Haskell is not declarative, however, so the programmer actually has control over the evaluation order through ordering demands for the results of computations. It does, however, take a little longer to fully grok how lazy code evaluates compared to a simple left-to-right eager evaluation a la Scheme, so it can be a bit of a rough start (and many usually only decide to take the full time to understand laziness when they're in the middle of a critical issue due to it). However, a large domain of problems (for example, search) are more easily expressed in a compositional manner using laziness.
Forgive my ignorance, I really only have a passing familiarity with haskell, and I did a quick search before trying to lump it in with sql as declarative, but http://www.haskell.org states above the fold, "declarative, statically typed code". If it's not generally considered a declarative language, is there a better way to describe the language?
I think "declarative" exists on a spectrum. There's no clearly defined line between declarative and nondeclarative that I know of. For instance I would say Haskell < Prolog < SQL are on one end of the declarative spectrum, but in each case you do end up reasoning about the underlying execution model.

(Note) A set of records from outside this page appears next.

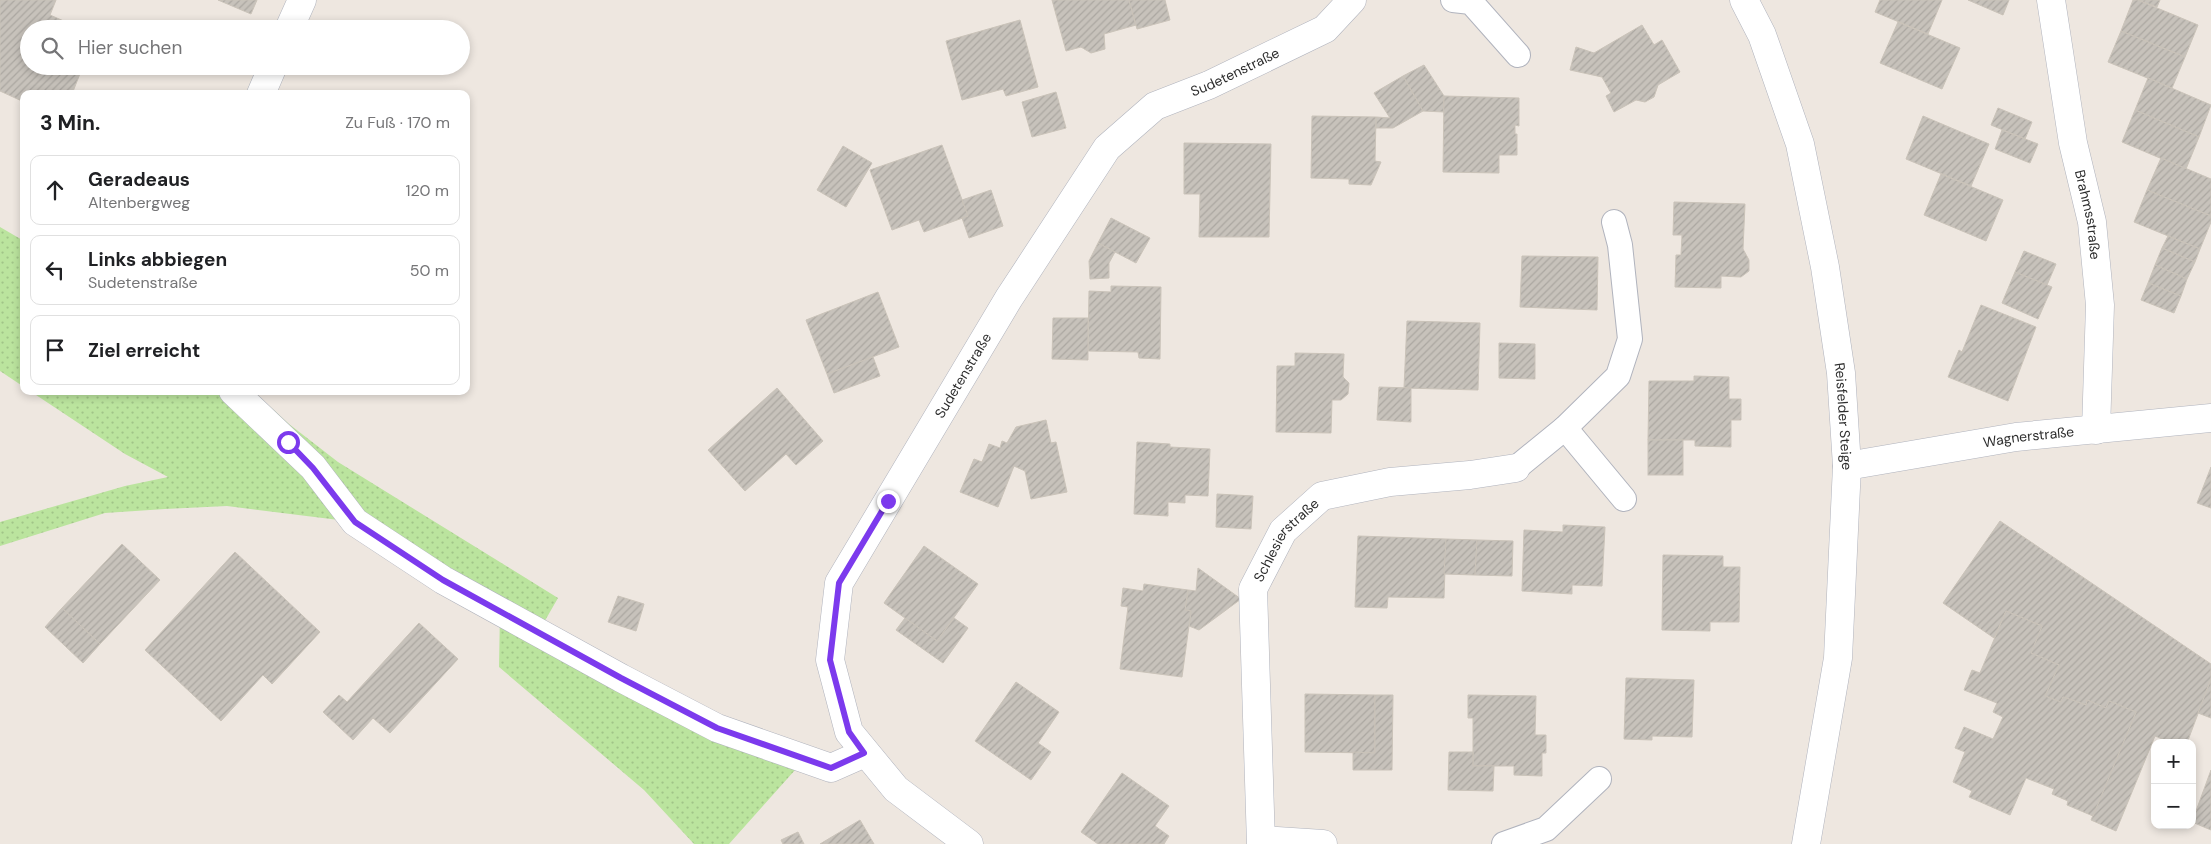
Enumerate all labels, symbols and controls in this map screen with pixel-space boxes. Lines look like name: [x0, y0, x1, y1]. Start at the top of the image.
search box: [20, 20, 470, 75]
icon: search: [38, 34, 66, 62]
text: Hier suchen: [78, 35, 182, 60]
street label: Sudetenstraße: [1188, 43, 1282, 100]
text: 3 Min.: [40, 109, 100, 137]
text: Zu Fuß · 170 m: [345, 112, 450, 133]
text: Geradeaus: [88, 167, 190, 192]
street label: Brahmsstraße: [2071, 168, 2105, 260]
icon: ahead: [41, 176, 69, 204]
text: 120 m: [405, 180, 449, 201]
text: Altenbergweg: [88, 192, 190, 213]
text: Links abbiegen: [88, 247, 227, 272]
icon: left: [41, 256, 69, 284]
text: 50 m: [410, 260, 449, 281]
text: Sudetenstraße: [88, 272, 198, 293]
street label: Sudetenstraße: [931, 330, 995, 421]
icon: arrive: [41, 336, 69, 364]
text: Ziel erreicht: [88, 338, 200, 363]
street label: Reisfelder Steige: [1831, 361, 1856, 471]
street label: Wagnerstraße: [1982, 422, 2075, 451]
route start: [277, 431, 300, 454]
route end: [877, 490, 900, 513]
street label: Schlesierstraße: [1249, 494, 1323, 585]
map controls: [2151, 739, 2196, 829]
button: +: [2151, 739, 2196, 784]
button: −: [2151, 784, 2196, 829]

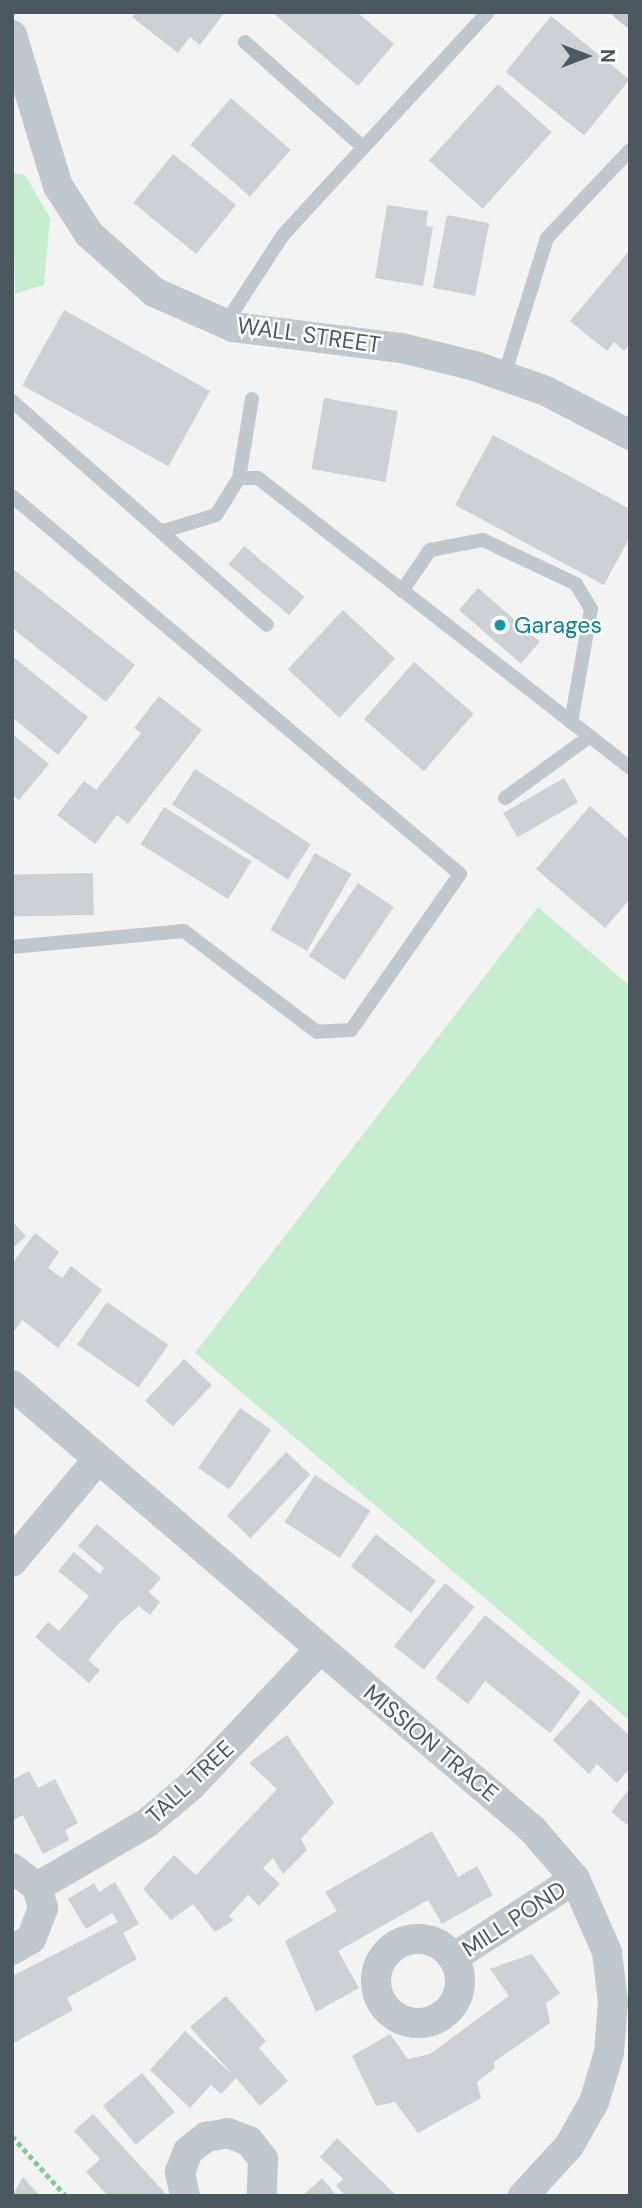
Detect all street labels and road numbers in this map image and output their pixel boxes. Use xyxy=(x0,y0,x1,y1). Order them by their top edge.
street label: WALL STREET xyxy=(235,311,383,359)
street label: MISSION TRACE xyxy=(358,1679,504,1807)
street label: TALL TREE xyxy=(141,1735,239,1829)
street label: MILL POND xyxy=(457,1875,571,1963)

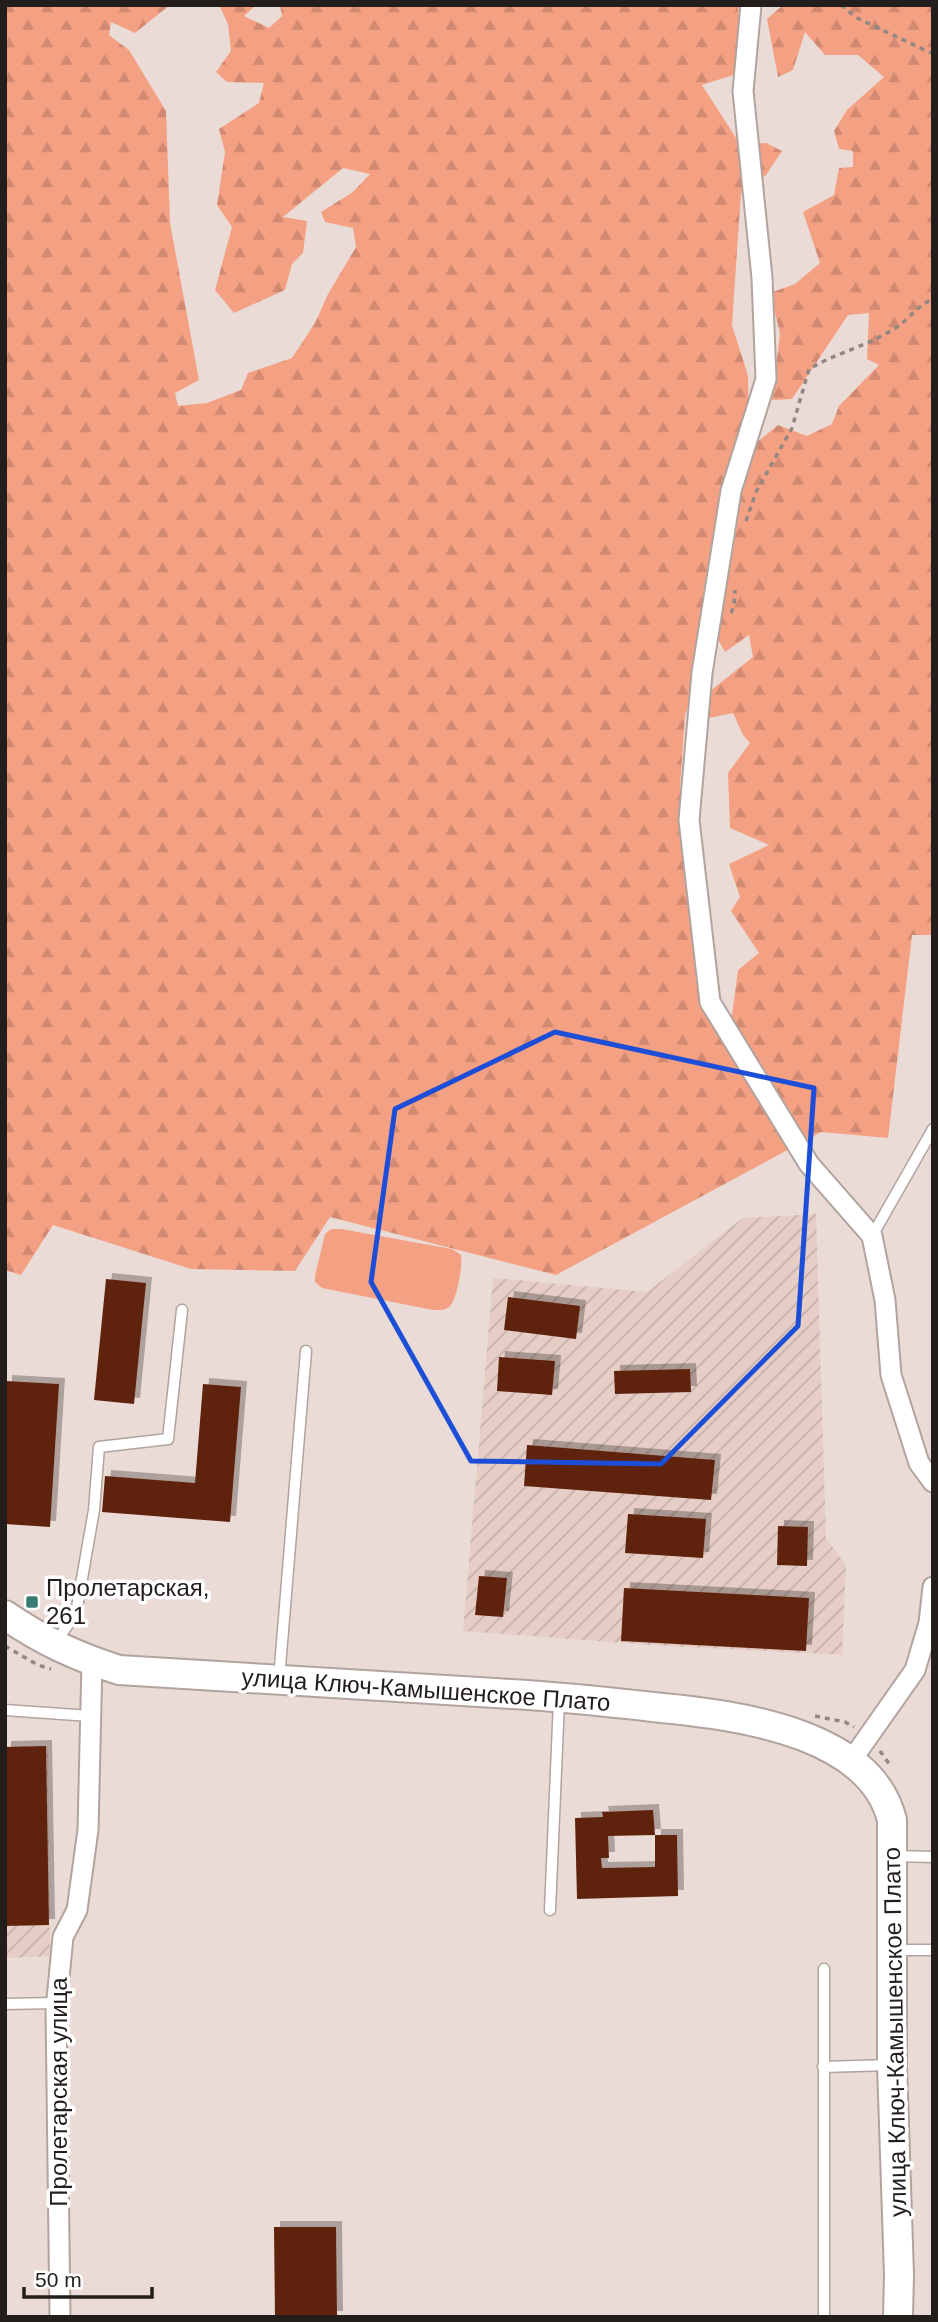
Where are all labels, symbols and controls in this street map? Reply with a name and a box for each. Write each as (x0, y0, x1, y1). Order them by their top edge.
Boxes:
place label: Пролетарская, 261 (46, 1574, 209, 1629)
marker: Пролетарская, 261 (24, 1594, 40, 1610)
street label: улица Ключ-Камышенское Плато (241, 1663, 611, 1716)
street label: улица Ключ-Камышенское Плато (878, 1847, 911, 2217)
street label: Пролетарская улица (45, 1977, 72, 2207)
scale bar (24, 2256, 152, 2300)
text: 50 m (35, 2268, 82, 2291)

This is a fair statement. What I (and I believe most others) mean by declarative programming is more specifically logic-and-constraint programming, but in many ways you could view Haskell's type system, typeclasses, and laziness in combination as being more declarative than, say, a purely functional subset of Scheme. To the grandparent post I originally responded to - If you wanted to take a look at a more purely declarative language, see miniKanren
https://docs.racket-lang.org/minikanren/index.html
There exists an extension with constraints as well, cKanren
http://scheme2011.ucombinator.org/slides/Alvis2011.pdf
To try to summarize, a declarative language is one in which you tell the computer what you want, but not so much how it is done. Logic Variables (Unification) are the key differentiators of these systems.
Take a look at chapter one of CTM for a really nice breakdown of the different orthogonal components to a language. I have a feeling differentiable programming and (dependent+) types belong on that list, too.
As an additional question of my own for anyone reading - is there anything that should be on that list thanks to modern CS research, that isn't?
> It does, however, take a little longer to fully grok how lazy code evaluates
I doubt it would take anywhere near as long if students were told from the get-go that the only thing triggering evaluation is the destructuring as it happens during pattern matching.
Unfortunately it seems like most teaching resources would prefer to uphold a sense of mysticism.